------ DATA EXCERPTS ------
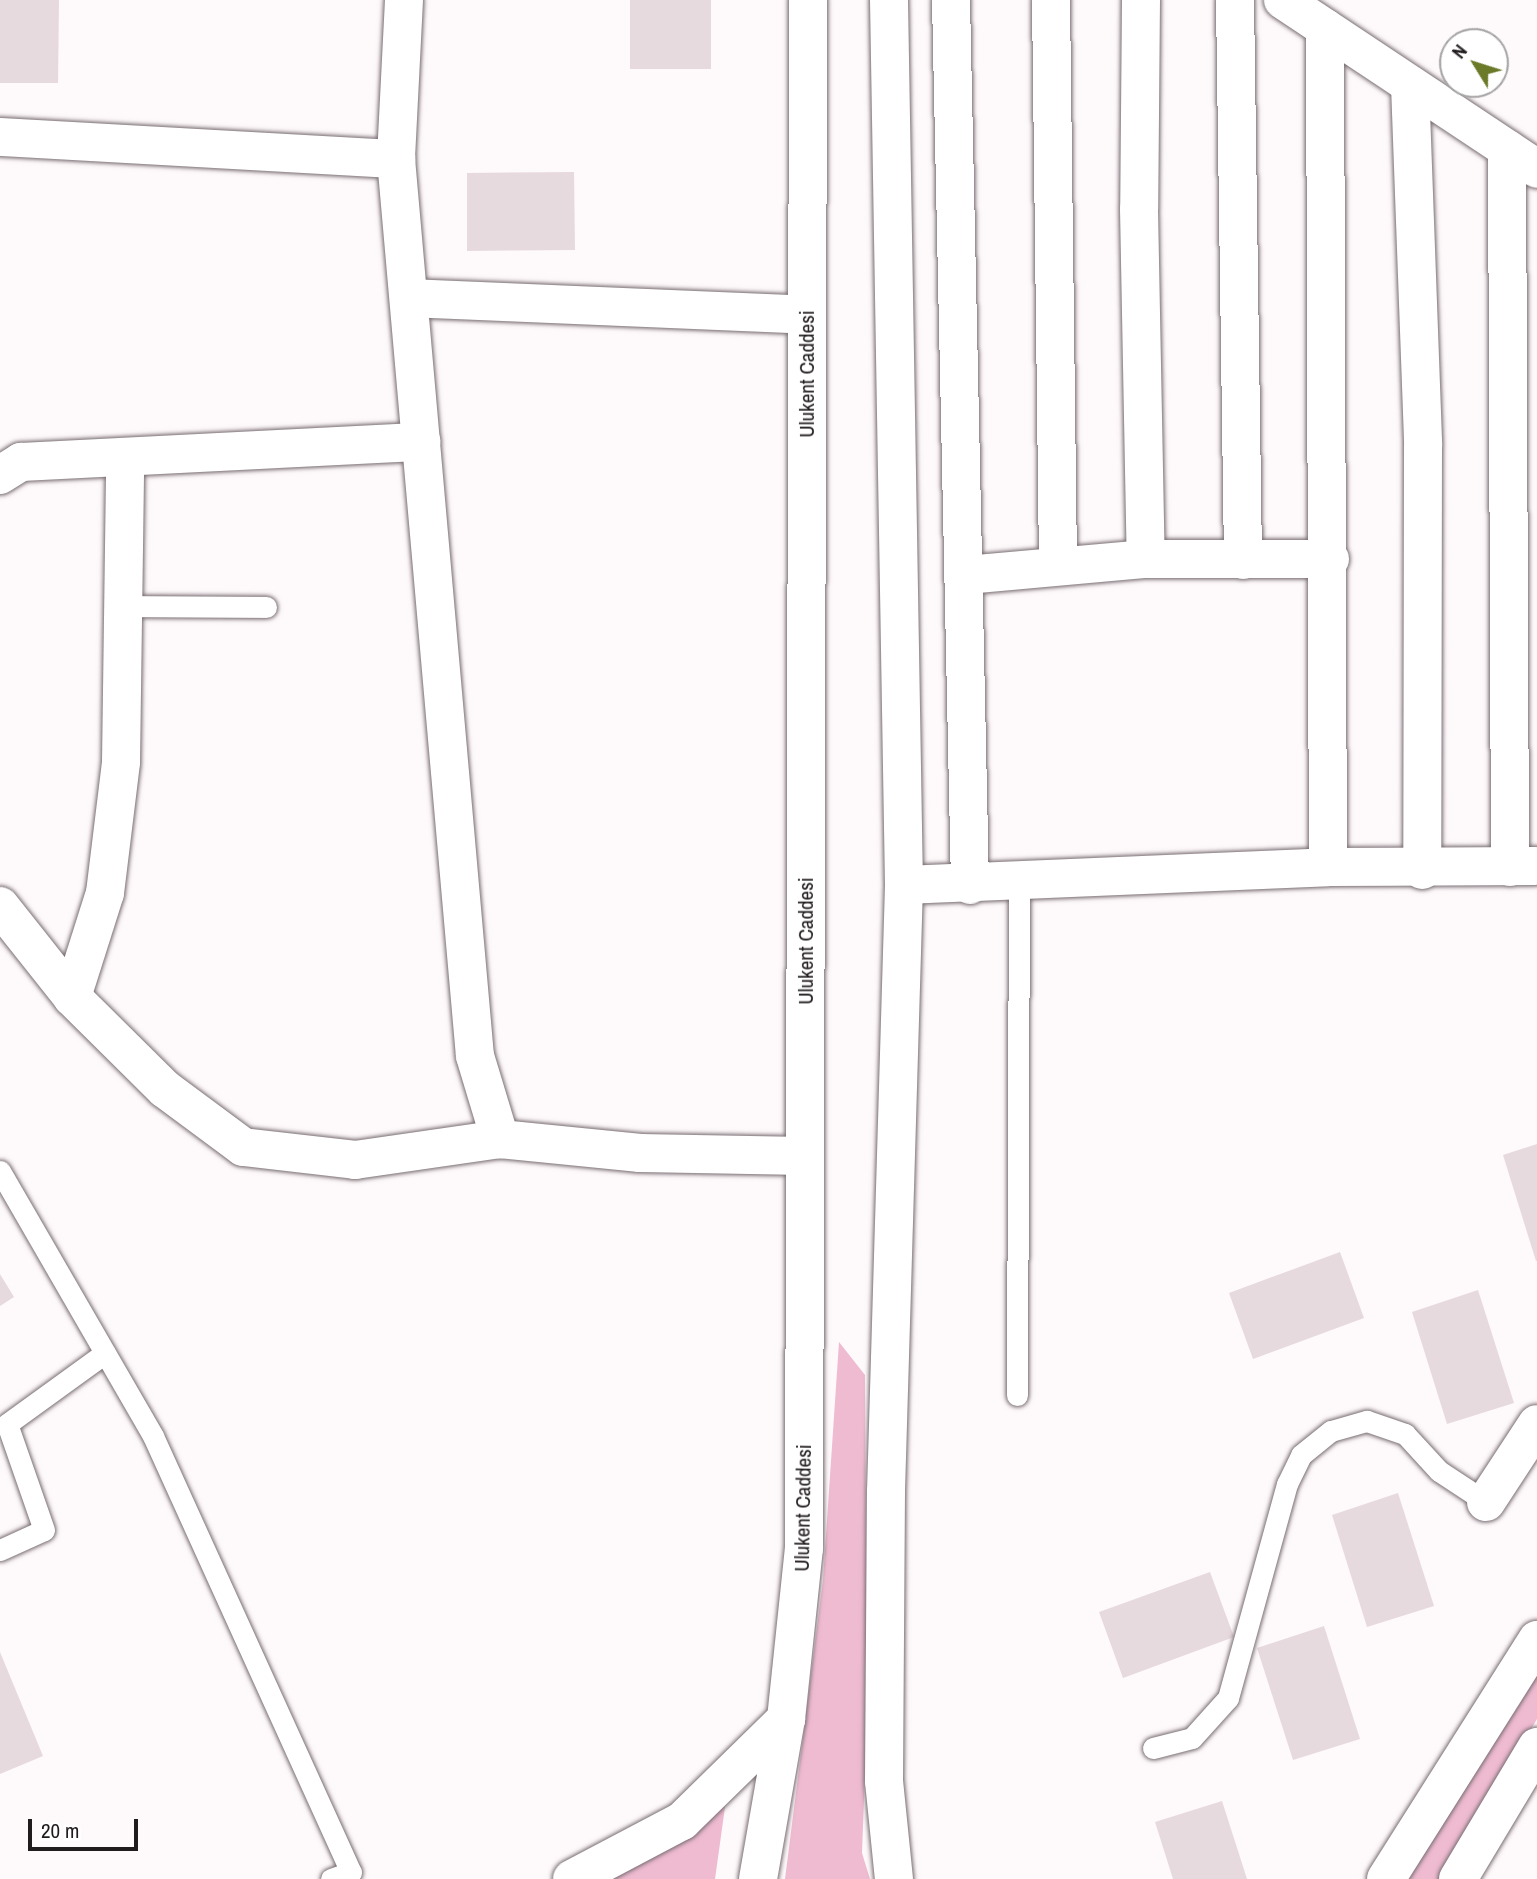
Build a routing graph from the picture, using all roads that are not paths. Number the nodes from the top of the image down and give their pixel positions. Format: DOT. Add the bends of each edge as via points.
graph roads {
  1 [pos="404,0"];
  2 [pos="808,0"];
  3 [pos="890,0"];
  4 [pos="951,0"];
  5 [pos="1051,0"];
  6 [pos="1141,0"];
  7 [pos="1235,0"];
  8 [pos="1283,0"];
  9 [pos="1325,28"];
  10 [pos="1410,85"];
  11 [pos="0,137"];
  12 [pos="396,159"];
  13 [pos="1522,159"];
  14 [pos="409,298"];
  15 [pos="807,315"];
  16 [pos="422,442"];
  17 [pos="125,457"];
  18 [pos="0,475"];
  19 [pos="1146,558"];
  20 [pos="1329,559"];
  21 [pos="1243,560"];
  22 [pos="1058,564"];
  23 [pos="966,575"];
  24 [pos="123,606"];
  25 [pos="266,607"];
  26 [pos="1328,867"];
  27 [pos="1524,867"];
  28 [pos="1422,870"];
  29 [pos="1019,883"];
  30 [pos="904,885"];
  31 [pos="970,885"];
  32 [pos="0,906"];
  33 [pos="72,997"];
  34 [pos="500,1139"];
  35 [pos="805,1156"];
  36 [pos="0,1171"];
  37 [pos="105,1353"];
  38 [pos="1017,1395"];
  39 [pos="1537,1424"];
  40 [pos="1486,1502"];
  41 [pos="0,1550"];
  42 [pos="1537,1640"];
  43 [pos="786,1719"];
  44 [pos="1537,1747"];
  45 [pos="1153,1748"];
  46 [pos="331,1879"];
  47 [pos="572,1879"];
  48 [pos="758,1879"];
  49 [pos="894,1879"];
  50 [pos="1386,1879"];
  51 [pos="1458,1879"];
  1 -- 12 [label="street"];
  2 -- 15 [label="street, Ulukent Caddesi"];
  3 -- 30 [label="street"];
  4 -- 23 [label="street"];
  5 -- 22 [label="street"];
  6 -- 19 [label="street" via="1139,209"];
  7 -- 21 [label="street"];
  8 -- 9 [label="street"];
  9 -- 10 [label="street"];
  9 -- 20 [label="street"];
  10 -- 13 [label="street"];
  10 -- 28 [label="street" via="1423,446"];
  11 -- 12 [label="street"];
  12 -- 14 [label="street"];
  13 -- 27 [label="street"];
  14 -- 15 [label="street"];
  14 -- 16 [label="street"];
  15 -- 35 [label="street, Ulukent Caddesi"];
  16 -- 17 [label="street"];
  16 -- 34 [label="street" via="475,1056"];
  17 -- 18 [label="street" via="21,462"];
  17 -- 24 [label="street"];
  19 -- 21 [label="street"];
  19 -- 22 [label="street"];
  20 -- 21 [label="street"];
  20 -- 26 [label="street"];
  22 -- 23 [label="street"];
  23 -- 31 [label="street"];
  24 -- 25 [label="lane"];
  24 -- 33 [label="street" via="121,762 105,893"];
  26 -- 28 [label="street"];
  26 -- 29 [label="street"];
  27 -- 28 [label="street"];
  29 -- 31 [label="street"];
  29 -- 38 [label="lane"];
  30 -- 31 [label="street"];
  30 -- 49 [label="street" via="886,1520 884,1782"];
  32 -- 33 [label="street"];
  33 -- 34 [label="street" via="165,1089 243,1147 355,1160"];
  34 -- 35 [label="street" via="640,1153"];
  35 -- 43 [label="street, Ulukent Caddesi" via="804,1549"];
  36 -- 37 [label="lane"];
  37 -- 41 [label="lane" via="7,1424 44,1530"];
  37 -- 46 [label="lane" via="153,1436 351,1872"];
  39 -- 40 [label="street"];
  40 -- 45 [label="lane" via="1439,1471 1405,1434 1367,1421 1331,1431 1301,1455 1287,1484 1228,1699 1192,1738"];
  42 -- 50 [label="street"];
  43 -- 47 [label="street" via="682,1821"];
  43 -- 48 [label="street, Ulukent Caddesi"];
  44 -- 51 [label="street"];
}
------
- ASSIGNED TASK:
Show every line from the entries that includes the word "Ulukent".

- ANSWER BOX:
  2 -- 15 [label="street, Ulukent Caddesi"];
  15 -- 35 [label="street, Ulukent Caddesi"];
  35 -- 43 [label="street, Ulukent Caddesi" via="804,1549"];
  43 -- 48 [label="street, Ulukent Caddesi"];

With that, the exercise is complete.